* [RECORDS SHOWN]:
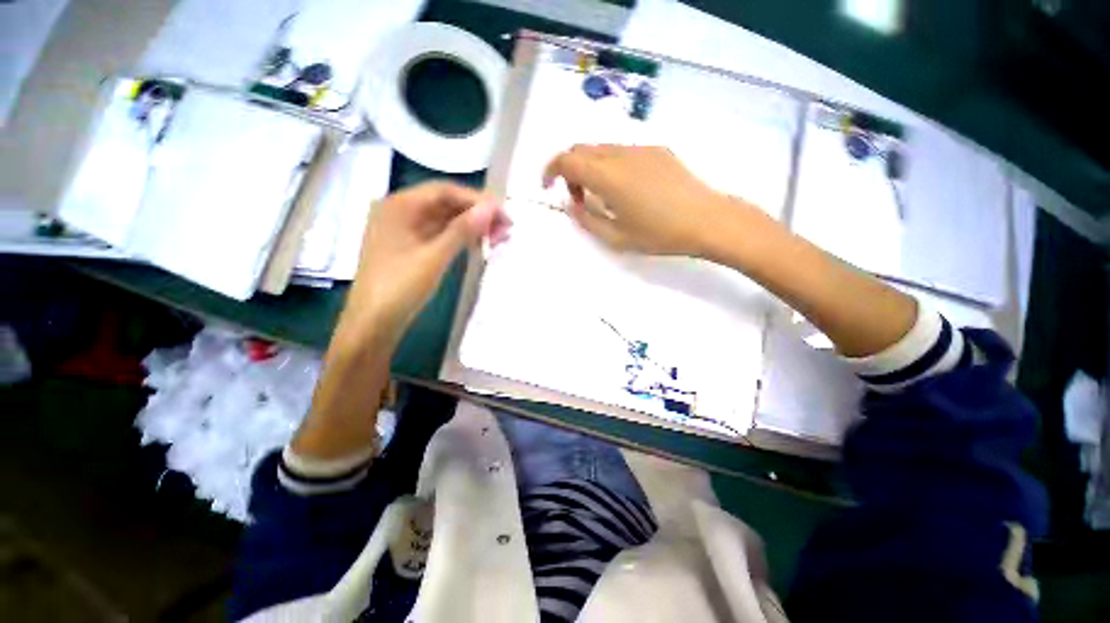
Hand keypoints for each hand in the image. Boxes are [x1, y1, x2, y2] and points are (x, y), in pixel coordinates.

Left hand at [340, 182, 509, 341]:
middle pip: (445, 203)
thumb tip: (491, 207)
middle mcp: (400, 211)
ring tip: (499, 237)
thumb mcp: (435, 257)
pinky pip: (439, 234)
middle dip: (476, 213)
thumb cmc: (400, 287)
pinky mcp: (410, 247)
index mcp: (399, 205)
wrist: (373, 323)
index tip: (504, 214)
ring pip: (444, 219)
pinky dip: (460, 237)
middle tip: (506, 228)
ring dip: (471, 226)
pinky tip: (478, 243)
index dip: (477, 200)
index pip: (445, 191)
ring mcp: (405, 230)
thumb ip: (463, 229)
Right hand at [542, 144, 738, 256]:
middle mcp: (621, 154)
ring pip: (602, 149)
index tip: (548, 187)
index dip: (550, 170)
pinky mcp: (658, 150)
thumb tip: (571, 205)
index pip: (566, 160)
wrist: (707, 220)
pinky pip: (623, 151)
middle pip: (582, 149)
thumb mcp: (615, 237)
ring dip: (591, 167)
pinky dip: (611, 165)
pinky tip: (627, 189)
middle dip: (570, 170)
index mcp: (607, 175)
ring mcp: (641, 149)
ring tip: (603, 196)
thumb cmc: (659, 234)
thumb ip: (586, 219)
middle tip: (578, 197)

* [EXERCISE]: Copy exactly the lines running from the beginning of the listing through the line that has "middle tip: (506, 228)". Drop the pictures.

* [EXERCISE ANSWER]:
Hand keypoints for each hand in the image. Boxes are [x1, y1, x2, y2] and points are (x, y), in pixel coordinates.

Left hand at [340, 182, 509, 341]:
middle pip: (445, 203)
thumb tip: (491, 207)
middle mcp: (400, 211)
ring tip: (499, 237)
thumb mcp: (435, 257)
pinky pip: (439, 234)
middle dip: (476, 213)
thumb cmc: (400, 287)
pinky mcp: (410, 247)
index mcp: (399, 205)
wrist: (373, 323)
index tip: (504, 214)
ring pip: (444, 219)
pinky dip: (460, 237)
middle tip: (506, 228)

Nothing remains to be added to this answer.